Decoupling Statistical Trends from Data Volume on LDP-Based Spatio-Temporal Data Collection

Spatio-temporal data is useful for various applications such as urban planning, epidemiology, and natural disasters, but causes exposure of private information, such as home/workplace addresses, because it involves people's trajec-tories. Local Differential Privacy (LDP) based processing is a promising technology for removing sensitive information from spatio-temporal data. A LDP-based processing adds a certain amount of noise to make each piece of data indistinguishable while keeping its intrinsic value. However, LDP is vulnerable to data amplification. When a data store receives data from any device, the data store only appends the received data to existing data. This allows anyone to inject any amount of data into the data and manipulate the trend of the whole data.

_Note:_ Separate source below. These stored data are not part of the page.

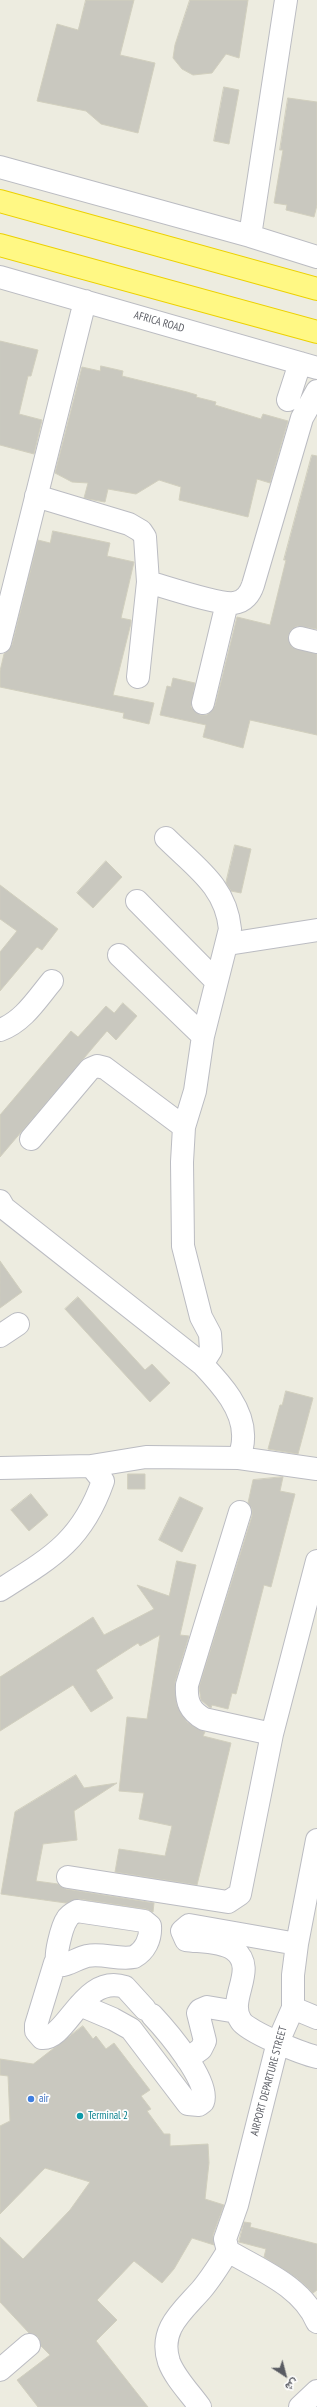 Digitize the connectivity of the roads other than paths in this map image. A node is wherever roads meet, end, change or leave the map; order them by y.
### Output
1 (286, 0) edge
2 (0, 167) edge
3 (0, 201) edge
4 (250, 236) junction
5 (0, 245) edge
6 (317, 257) edge
7 (0, 277) edge
8 (317, 289) edge
9 (85, 301) junction
10 (317, 332) edge
11 (308, 365) edge
12 (317, 391) edge
13 (288, 400) dead end
14 (36, 496) junction
15 (148, 582) junction
16 (227, 603) junction
17 (0, 642) edge
18 (138, 677) dead end
19 (203, 703) dead end
20 (166, 838) dead end
21 (137, 901) dead end
22 (317, 930) edge
23 (228, 944) junction
24 (119, 955) dead end
25 (215, 980) junction
26 (52, 981) dead end
27 (0, 1030) edge
28 (203, 1036) junction
29 (184, 1127) junction
30 (31, 1139) dead end
31 (0, 1201) edge
32 (18, 1324) dead end
33 (0, 1336) edge
34 (202, 1364) junction
35 (239, 1458) junction
36 (91, 1466) junction
37 (0, 1468) edge
38 (317, 1469) edge
39 (240, 1512) dead end
40 (317, 1561) edge
41 (0, 1590) edge
42 (249, 1728) dead end
43 (272, 1734) junction
44 (317, 1840) edge
45 (68, 1877) dead end
46 (297, 1944) junction
47 (56, 1963) dead end
48 (130, 1991) junction
49 (80, 2005) junction
50 (293, 2008) junction
51 (237, 2012) junction
52 (317, 2018) edge
53 (113, 2019) junction
54 (278, 2042) junction
55 (317, 2057) edge
56 (187, 2059) junction
57 (228, 2251) junction
58 (317, 2322) edge
59 (29, 2345) dead end
60 (0, 2370) edge
61 (317, 2391) edge
62 (200, 2407) edge
63 (300, 2407) edge

1 - 4 street
2 - 4 street
3 - 8 highway
4 - 6 street
5 - 10 highway
7 - 9 street, AFRICA ROAD
9 - 11 street, AFRICA ROAD
9 - 14 street
11 - 13 street
12 - 16 street
14 - 15 street
14 - 17 street
15 - 16 street
15 - 18 street
16 - 19 street
20 - 23 street
21 - 25 street
22 - 23 street
23 - 25 street
24 - 28 street
25 - 28 street
26 - 27 street
28 - 29 street
29 - 30 street
29 - 34 street
31 - 34 street
32 - 33 street
34 - 35 street
35 - 36 street
35 - 38 street
36 - 37 street
36 - 41 street
39 - 43 street
40 - 43 street
42 - 43 street
43 - 45 street
44 - 46 street, AIRPORT DEPARTURE STREET
46 - 50 street, AIRPORT DEPARTURE STREET
46 - 51 street
47 - 49 street
48 - 49 street
48 - 53 street
48 - 56 street
49 - 53 street
50 - 52 street
50 - 54 street, AIRPORT DEPARTURE STREET
51 - 54 street
51 - 56 street
53 - 56 street
54 - 55 street
54 - 57 street, AIRPORT DEPARTURE STREET
57 - 58 street
57 - 62 street
59 - 60 street
61 - 63 street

To tackle this problem, we design a data collection method enabling a data store to collect statistical trends of data from every device irrespective of the data volume. We utilize an Oblivious Transfer (OT) protocol that performs a packet sampling at the reception side, the data store. This sampling enables the collection of statistical trends but requires adjusting LDP processing because the amount of noise is determined by the assumption that the data store receives every piece of LDP-processed data. We then propose an adjustment method for LDP-based process based on the Euclidean algorithm. We conducted qualitative and experimental overhead analysis and showed that the proposed method decouples the relationship between statistical trend and data volume. We also show the processing load can be acceptable on small devices such as smartphones and loT.